All of us here at Operation Homefront hope that you get to enjoy family time together on Thanksgiving this year. But, we also know that many military families will not be with their loved ones. That is just part of military life, and one of the prices paid in service to country.  You are not alone. Many military spouses and families have been there, done that, and can completely understand how you are feeling.

With my husband who was away for long periods of time on a submarine, I celebrated many different kinds of Thanksgivings. You might see yourself in one of these “styles.”

 

  • Style 1: Family Is What You Make It: In all our years as a Navy family, we were never closer than 5 or 6 hour’s drive from family, and most of the time, no closer than 1,000 miles. I have hosted families who could not make it home and gathered spouses and children of my husband’s shipmates when the submarine was deployed. On one occasion, we had 12 people hanging out in a 900 square foot military housing unit (shout out to Jackson Park)!  Never thought I could have so much fun crammed into a tiny kitchen peeling 20 pounds of potatoes. I was blessed to spend time with so many amazing military families from all over the country, each with unique stories but united in our support for each other (despite their unfortunate choices in NFL teams – Go G-men!).

That’s two units on the second floor there, folks.

 

  • Style 2: Hit The Road Solo: I decided one year when my husband was deployed on Thanksgiving to take to the air and go see extended family. My parents and brothers were literally on another continent at the time, so I went to see my grandma, cousins, aunts, uncles and in-laws. A three-day whirlwind tour, pregnant, with toddler in tow.  Many military families are familiar with the “short time, long list of places to be” tour. In hindsight, I might have scaled it back a bit. It was great to see family, but a bit exhausting by the end. That is how I found myself at SFO crying to “I’ll be home for Christmas” at 10PM at night. But I also met a young soldier on a layover who was flying home to see his little girl, having been deployed to Korea for the previous six months.  I still have the coin he gave my 2-year-old daughter in my jewelry box.
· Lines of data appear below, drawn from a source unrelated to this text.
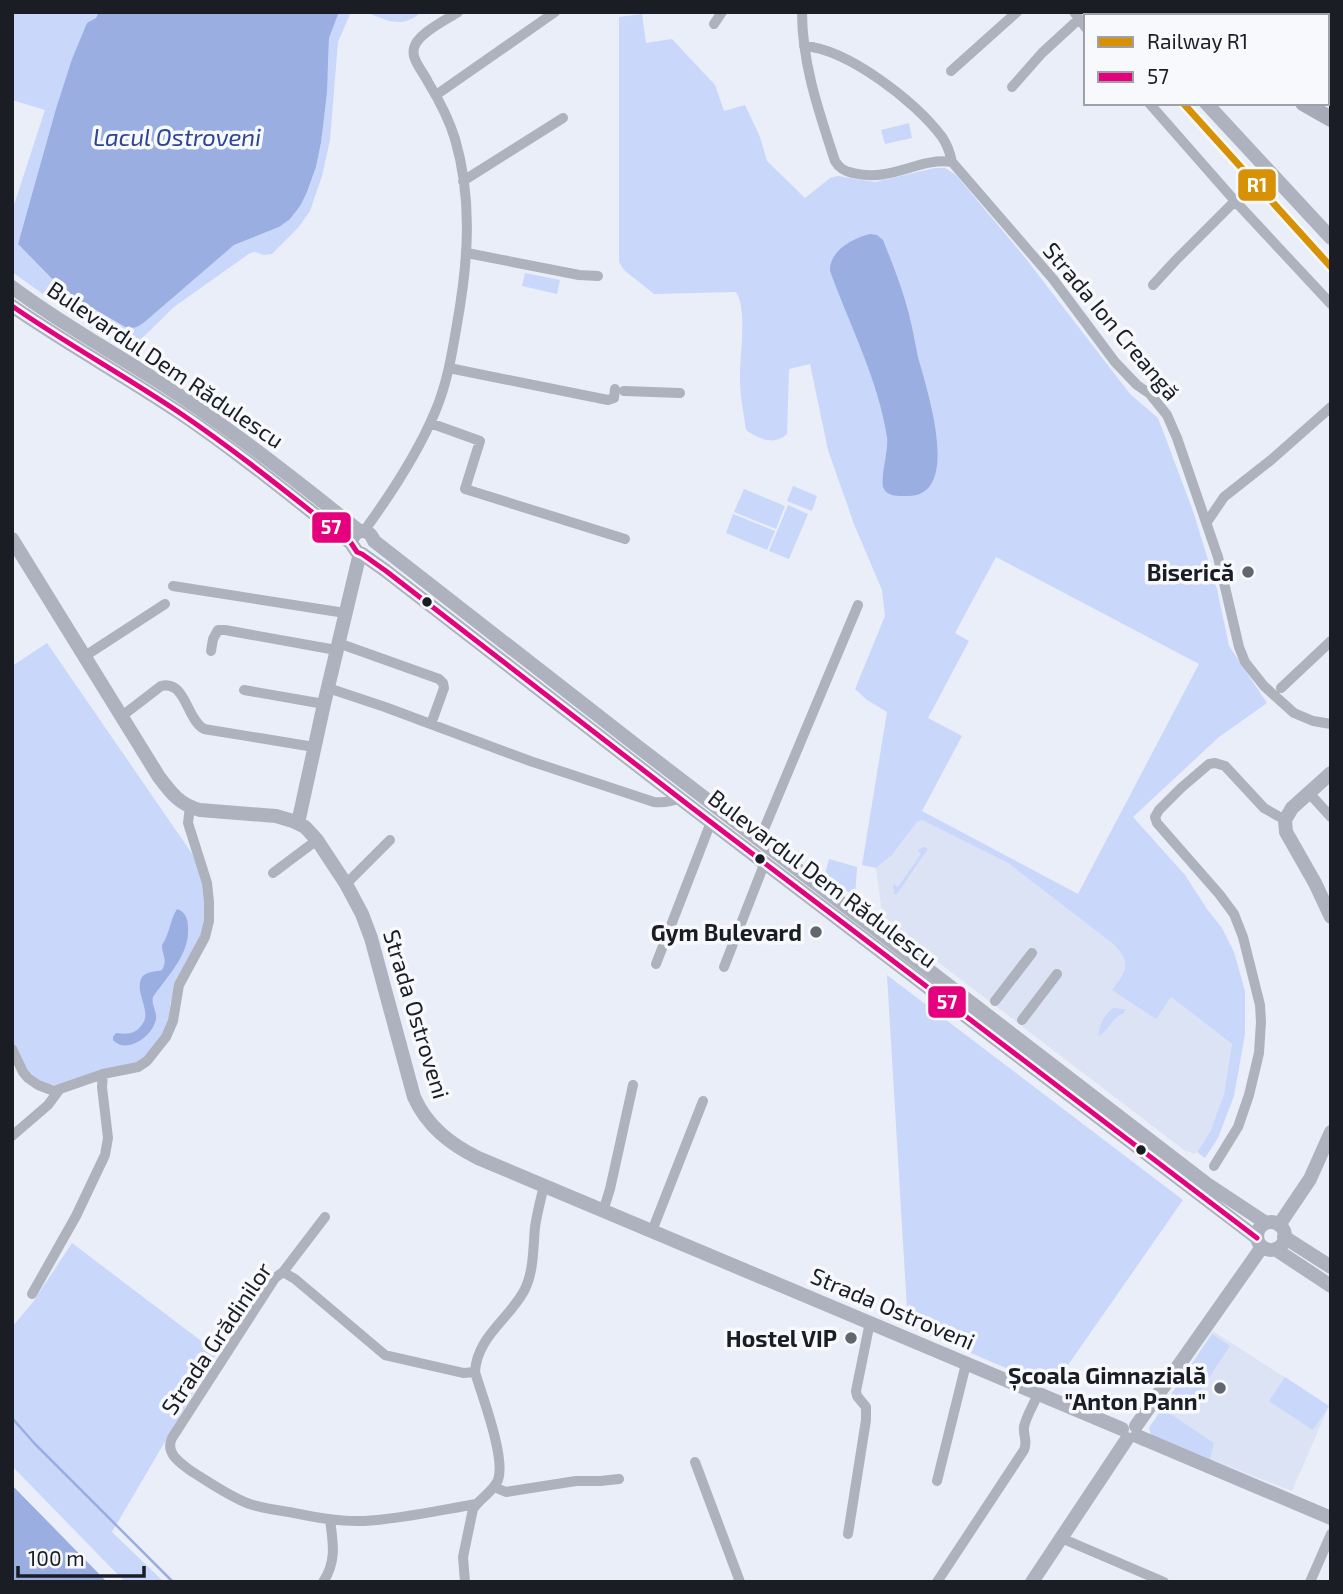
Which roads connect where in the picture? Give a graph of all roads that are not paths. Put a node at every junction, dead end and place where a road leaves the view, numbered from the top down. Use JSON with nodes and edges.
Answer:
{"nodes":[{"id":1,"x":458,"y":12,"type":"edge"},
{"id":2,"x":555,"y":12,"type":"edge"},
{"id":3,"x":722,"y":12,"type":"edge"},
{"id":4,"x":802,"y":12,"type":"edge"},
{"id":5,"x":1017,"y":12,"type":"edge"},
{"id":6,"x":1076,"y":15,"type":"edge"},
{"id":7,"x":714,"y":24,"type":"dead end"},
{"id":8,"x":804,"y":46,"type":"junction"},
{"id":9,"x":951,"y":71,"type":"dead end"},
{"id":10,"x":1012,"y":87,"type":"dead end"},
{"id":11,"x":436,"y":95,"type":"junction"},
{"id":12,"x":1151,"y":105,"type":"edge"},
{"id":13,"x":1208,"y":105,"type":"edge"},
{"id":14,"x":1307,"y":105,"type":"edge"},
{"id":15,"x":563,"y":118,"type":"dead end"},
{"id":16,"x":1331,"y":118,"type":"edge"},
{"id":17,"x":952,"y":162,"type":"junction"},
{"id":18,"x":463,"y":181,"type":"junction"},
{"id":19,"x":1235,"y":201,"type":"junction"},
{"id":20,"x":1331,"y":238,"type":"edge"},
{"id":21,"x":467,"y":253,"type":"junction"},
{"id":22,"x":598,"y":276,"type":"dead end"},
{"id":23,"x":1153,"y":285,"type":"dead end"},
{"id":24,"x":12,"y":287,"type":"edge"},
{"id":25,"x":1331,"y":304,"type":"edge"},
{"id":26,"x":12,"y":306,"type":"edge"},
{"id":27,"x":449,"y":368,"type":"junction"},
{"id":28,"x":680,"y":393,"type":"dead end"},
{"id":29,"x":1331,"y":407,"type":"edge"},
{"id":30,"x":430,"y":424,"type":"junction"},
{"id":31,"x":1207,"y":522,"type":"junction"},
{"id":32,"x":12,"y":539,"type":"edge"},
{"id":33,"x":625,"y":539,"type":"dead end"},
{"id":34,"x":363,"y":541,"type":"junction"},
{"id":35,"x":384,"y":569,"type":"junction"},
{"id":36,"x":173,"y":586,"type":"dead end"},
{"id":37,"x":351,"y":589,"type":"junction"},
{"id":38,"x":165,"y":604,"type":"dead end"},
{"id":39,"x":858,"y":605,"type":"dead end"},
{"id":40,"x":345,"y":613,"type":"junction"},
{"id":41,"x":1331,"y":641,"type":"edge"},
{"id":42,"x":337,"y":647,"type":"junction"},
{"id":43,"x":211,"y":651,"type":"dead end"},
{"id":44,"x":85,"y":656,"type":"junction"},
{"id":45,"x":328,"y":688,"type":"junction"},
{"id":46,"x":1281,"y":688,"type":"dead end"},
{"id":47,"x":244,"y":690,"type":"dead end"},
{"id":48,"x":324,"y":704,"type":"junction"},
{"id":49,"x":122,"y":716,"type":"junction"},
{"id":50,"x":431,"y":723,"type":"junction"},
{"id":51,"x":1331,"y":724,"type":"edge"},
{"id":52,"x":314,"y":747,"type":"junction"},
{"id":53,"x":1331,"y":773,"type":"edge"},
{"id":54,"x":1309,"y":793,"type":"junction"},
{"id":55,"x":680,"y":798,"type":"junction"},
{"id":56,"x":190,"y":807,"type":"junction"},
{"id":57,"x":1331,"y":817,"type":"edge"},
{"id":58,"x":1285,"y":820,"type":"junction"},
{"id":59,"x":711,"y":821,"type":"junction"},
{"id":60,"x":298,"y":823,"type":"junction"},
{"id":61,"x":317,"y":839,"type":"junction"},
{"id":62,"x":390,"y":840,"type":"dead end"},
{"id":63,"x":760,"y":841,"type":"junction"},
{"id":64,"x":765,"y":862,"type":"junction"},
{"id":65,"x":273,"y":873,"type":"dead end"},
{"id":66,"x":346,"y":884,"type":"junction"},
{"id":67,"x":1331,"y":917,"type":"edge"},
{"id":68,"x":876,"y":939,"type":"junction"},
{"id":69,"x":1031,"y":953,"type":"dead end"},
{"id":70,"x":656,"y":964,"type":"dead end"},
{"id":71,"x":724,"y":967,"type":"dead end"},
{"id":72,"x":1057,"y":974,"type":"dead end"},
{"id":73,"x":995,"y":1002,"type":"dead end"},
{"id":74,"x":1022,"y":1020,"type":"dead end"},
{"id":75,"x":12,"y":1049,"type":"edge"},
{"id":76,"x":23,"y":1072,"type":"junction"},
{"id":77,"x":103,"y":1074,"type":"junction"},
{"id":78,"x":12,"y":1081,"type":"edge"},
{"id":79,"x":633,"y":1084,"type":"dead end"},
{"id":80,"x":56,"y":1091,"type":"junction"},
{"id":81,"x":703,"y":1101,"type":"dead end"},
{"id":82,"x":1331,"y":1132,"type":"edge"},
{"id":83,"x":12,"y":1136,"type":"edge"},
{"id":84,"x":1214,"y":1166,"type":"dead end"},
{"id":85,"x":544,"y":1185,"type":"junction"},
{"id":86,"x":603,"y":1211,"type":"junction"},
{"id":87,"x":325,"y":1217,"type":"dead end"},
{"id":88,"x":1276,"y":1228,"type":"junction"},
{"id":89,"x":652,"y":1231,"type":"junction"},
{"id":90,"x":1265,"y":1245,"type":"junction"},
{"id":91,"x":1331,"y":1267,"type":"edge"},
{"id":92,"x":283,"y":1272,"type":"junction"},
{"id":93,"x":1331,"y":1286,"type":"edge"},
{"id":94,"x":32,"y":1294,"type":"dead end"},
{"id":95,"x":870,"y":1322,"type":"junction"},
{"id":96,"x":966,"y":1364,"type":"junction"},
{"id":97,"x":475,"y":1372,"type":"junction"},
{"id":98,"x":1038,"y":1394,"type":"junction"},
{"id":99,"x":1131,"y":1433,"type":"junction"},
{"id":100,"x":695,"y":1462,"type":"dead end"},
{"id":101,"x":618,"y":1479,"type":"dead end"},
{"id":102,"x":937,"y":1481,"type":"dead end"},
{"id":103,"x":494,"y":1486,"type":"junction"},
{"id":104,"x":476,"y":1504,"type":"junction"},
{"id":105,"x":1331,"y":1518,"type":"edge"},
{"id":106,"x":330,"y":1520,"type":"junction"},
{"id":107,"x":848,"y":1534,"type":"dead end"},
{"id":108,"x":1331,"y":1534,"type":"edge"},
{"id":109,"x":1061,"y":1538,"type":"junction"},
{"id":110,"x":323,"y":1582,"type":"edge"},
{"id":111,"x":465,"y":1582,"type":"edge"},
{"id":112,"x":740,"y":1582,"type":"edge"},
{"id":113,"x":937,"y":1582,"type":"edge"},
{"id":114,"x":1032,"y":1582,"type":"edge"},
{"id":115,"x":1164,"y":1582,"type":"edge"},
{"id":116,"x":1310,"y":1582,"type":"edge"}],
"edges":[{"from":1,"to":11,"type":"street"},
{"from":2,"to":11,"type":"street"},
{"from":3,"to":7,"type":"street"},
{"from":4,"to":8,"type":"street"},
{"from":5,"to":9,"type":"street"},
{"from":6,"to":10,"type":"street"},
{"from":8,"to":17,"type":"street","name":"Strada Ion Creangă"},
{"from":8,"to":17,"type":"street"},
{"from":11,"to":18,"type":"street"},
{"from":12,"to":19,"type":"street"},
{"from":13,"to":20,"type":"main road"},
{"from":14,"to":16,"type":"main road"},
{"from":15,"to":18,"type":"street"},
{"from":17,"to":31,"type":"street","name":"Strada Ion Creangă"},
{"from":18,"to":21,"type":"street"},
{"from":19,"to":23,"type":"street"},
{"from":19,"to":25,"type":"street"},
{"from":21,"to":22,"type":"street"},
{"from":21,"to":27,"type":"street"},
{"from":24,"to":34,"type":"main road","name":"Bulevardul Dem Rădulescu"},
{"from":26,"to":34,"type":"main road","name":"Bulevardul Dem Rădulescu"},
{"from":27,"to":28,"type":"street"},
{"from":27,"to":30,"type":"street"},
{"from":29,"to":31,"type":"street"},
{"from":30,"to":33,"type":"street"},
{"from":30,"to":34,"type":"street"},
{"from":31,"to":51,"type":"street","name":"Strada Ion Creangă"},
{"from":32,"to":44,"type":"main road"},
{"from":34,"to":35,"type":"main road","name":"Bulevardul Dem Rădulescu"},
{"from":34,"to":37,"type":"main road"},
{"from":34,"to":63,"type":"main road","name":"Bulevardul Dem Rădulescu"},
{"from":35,"to":37,"type":"main road"},
{"from":35,"to":55,"type":"main road","name":"Bulevardul Dem Rădulescu"},
{"from":36,"to":40,"type":"street"},
{"from":37,"to":40,"type":"main road"},
{"from":38,"to":44,"type":"street"},
{"from":39,"to":63,"type":"street"},
{"from":40,"to":42,"type":"main road"},
{"from":41,"to":46,"type":"street"},
{"from":42,"to":43,"type":"street"},
{"from":42,"to":45,"type":"main road"},
{"from":42,"to":50,"type":"street"},
{"from":44,"to":49,"type":"main road"},
{"from":45,"to":48,"type":"main road"},
{"from":45,"to":50,"type":"street"},
{"from":47,"to":48,"type":"street"},
{"from":48,"to":52,"type":"main road"},
{"from":49,"to":52,"type":"street"},
{"from":49,"to":56,"type":"main road"},
{"from":50,"to":55,"type":"street"},
{"from":52,"to":60,"type":"main road"},
{"from":53,"to":54,"type":"main road"},
{"from":54,"to":57,"type":"street"},
{"from":54,"to":58,"type":"main road"},
{"from":55,"to":59,"type":"main road","name":"Bulevardul Dem Rădulescu"},
{"from":56,"to":60,"type":"main road","name":"Strada Ostroveni"},
{"from":56,"to":77,"type":"street"},
{"from":58,"to":67,"type":"main road"},
{"from":58,"to":84,"type":"street"},
{"from":59,"to":64,"type":"main road","name":"Bulevardul Dem Rădulescu"},
{"from":59,"to":70,"type":"street"},
{"from":60,"to":61,"type":"main road","name":"Strada Ostroveni"},
{"from":61,"to":65,"type":"street"},
{"from":61,"to":66,"type":"main road","name":"Strada Ostroveni"},
{"from":62,"to":66,"type":"street"},
{"from":63,"to":68,"type":"main road","name":"Bulevardul Dem Rădulescu"},
{"from":64,"to":68,"type":"main road","name":"Bulevardul Dem Rădulescu"},
{"from":64,"to":71,"type":"street"},
{"from":66,"to":85,"type":"main road","name":"Strada Ostroveni"},
{"from":68,"to":88,"type":"main road","name":"Bulevardul Dem Rădulescu"},
{"from":68,"to":90,"type":"main road","name":"Bulevardul Dem Rădulescu"},
{"from":69,"to":73,"type":"street"},
{"from":72,"to":74,"type":"street"},
{"from":75,"to":76,"type":"street"},
{"from":76,"to":78,"type":"street"},
{"from":76,"to":80,"type":"street"},
{"from":77,"to":80,"type":"street"},
{"from":77,"to":94,"type":"street"},
{"from":79,"to":86,"type":"street"},
{"from":80,"to":83,"type":"street"},
{"from":81,"to":89,"type":"street"},
{"from":82,"to":88,"type":"main road"},
{"from":85,"to":86,"type":"main road","name":"Strada Ostroveni"},
{"from":85,"to":97,"type":"street"},
{"from":86,"to":89,"type":"main road","name":"Strada Ostroveni"},
{"from":87,"to":92,"type":"street","name":"Strada Grădinilor"},
{"from":88,"to":90,"type":"main road"},
{"from":88,"to":90,"type":"main road"},
{"from":88,"to":91,"type":"main road","name":"Bulevardul Dem Rădulescu"},
{"from":89,"to":95,"type":"main road","name":"Strada Ostroveni"},
{"from":90,"to":93,"type":"main road","name":"Bulevardul Dem Rădulescu"},
{"from":90,"to":99,"type":"main road"},
{"from":92,"to":97,"type":"street"},
{"from":92,"to":106,"type":"street","name":"Strada Grădinilor"},
{"from":95,"to":96,"type":"main road","name":"Strada Ostroveni"},
{"from":95,"to":107,"type":"street"},
{"from":96,"to":98,"type":"main road","name":"Strada Ostroveni"},
{"from":96,"to":102,"type":"street"},
{"from":97,"to":103,"type":"street"},
{"from":98,"to":99,"type":"main road","name":"Strada Ostroveni"},
{"from":98,"to":113,"type":"street"},
{"from":99,"to":105,"type":"main road","name":"Strada Ostroveni"},
{"from":99,"to":109,"type":"main road"},
{"from":100,"to":112,"type":"street"},
{"from":101,"to":103,"type":"street"},
{"from":103,"to":104,"type":"street"},
{"from":104,"to":106,"type":"street"},
{"from":104,"to":111,"type":"street"},
{"from":106,"to":110,"type":"street"},
{"from":108,"to":116,"type":"street"},
{"from":109,"to":114,"type":"main road"},
{"from":109,"to":115,"type":"street"}]}
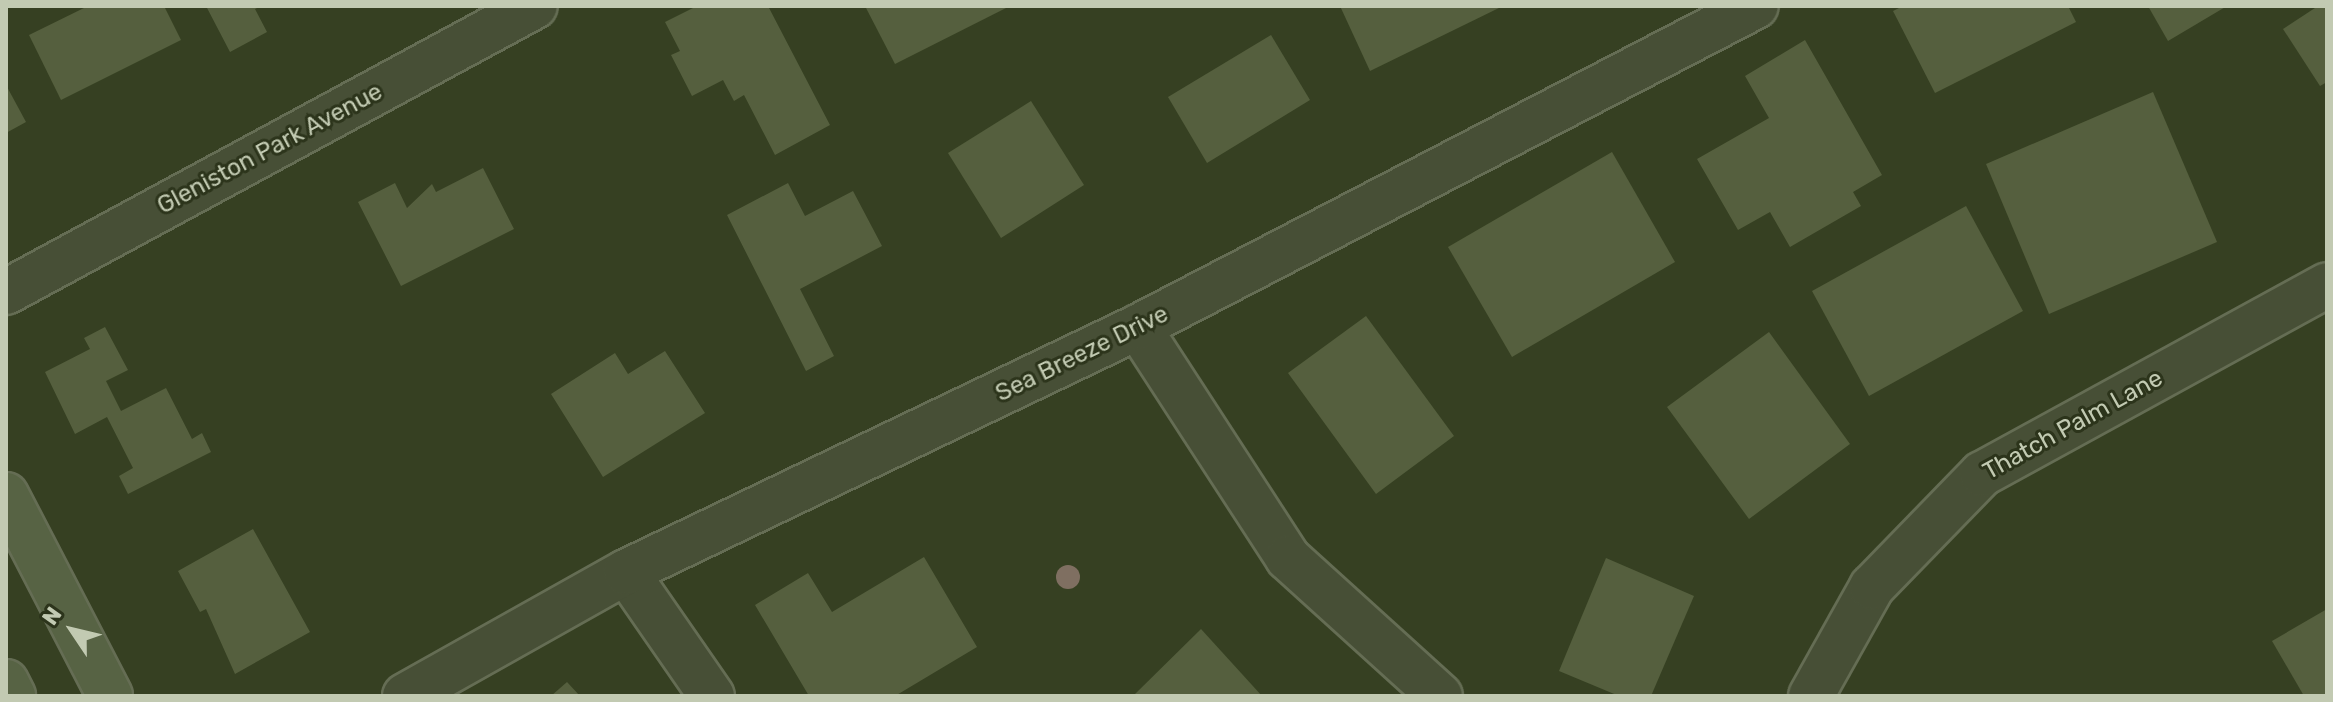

Actual coin given to my then 2-year-old daughter by a soldier on his way home to see his daughter. I’ve kept this coin for 20 years.

 

  • Style 3: Dinner at the Command Because You or Your Spouse Has Duty: Not many can say they have had Thanksgiving on a submarine (the boat, not the ship…don’t ever call it a ship). Hubby had duty and we were invited to come have dinner with him. After all these years, I have never stopped marveling at how the guys (gals, too, now) could handle life undersea for so long in those tiny spaces. I’ve had walk-in closets bigger than the mess deck on one of those things. I have also had Thanksgiving at the dining hall when I wore the uniform. And while it may not be Momma’s cooking, our shipmates do a pretty darn good job.

 

  • Style 4: Eat Somewhere That Is Open on Thanksgiving: Because they’re in 12-hour shift work and you have a whopping 10 hours to do anything, including sleep.

 

  • Style 5: Pick Your Own Day to Celebrate: I once had homecoming shortly AFTER Thanksgiving, so many of the division families got together and had Thanksgiving in early December, potluck style. Thanksgivings can be the day before, day after, or week later. I bet someone has had it in October…any day but actual Thanksgiving.

We are very sorry but we are unable to accommodate your Thanksgiving plans this year. Can we touch base in April?

 

Which is why that year on actual Thanksgiving Day I resorted to …

 

  • Style 6: I’m Over It: Turkey sandwich. Early bedtime. Enough said. But seriously, sometimes, it is okay to just give yourself an out and take a pass on festivities.  Quiet and rest is often vastly underestimated.

TOTALLY NOT an accurate representation of the sandwich I actually had. Think less lettuce, tomato, cheese and more tears.

 

And finally, last but not least…

  • Style 7: Overcompensating: And, when my husband was FINALLY home for the holidays, I busted out the Bon Appetit, Southern Cooking, Food and Wine and found the most complicated cookie, cakes and side dish recipes, created an over-the-top centerpiece, and decorated like our home was getting photographed for Town and Country. For me, him and two toddlers. Because we had not had a Thanksgiving together in a long time and I was going to knock it out of the park and create the best memories ever! I recovered in enough time for Christmas, which believe me, was much more low-key.

Did I bake enough desserts for 4 people? I don’t know…better make three more pies!

 

But in all seriousness, as tough as it can be for families, in our hearts, we know it is so much tougher for our service member.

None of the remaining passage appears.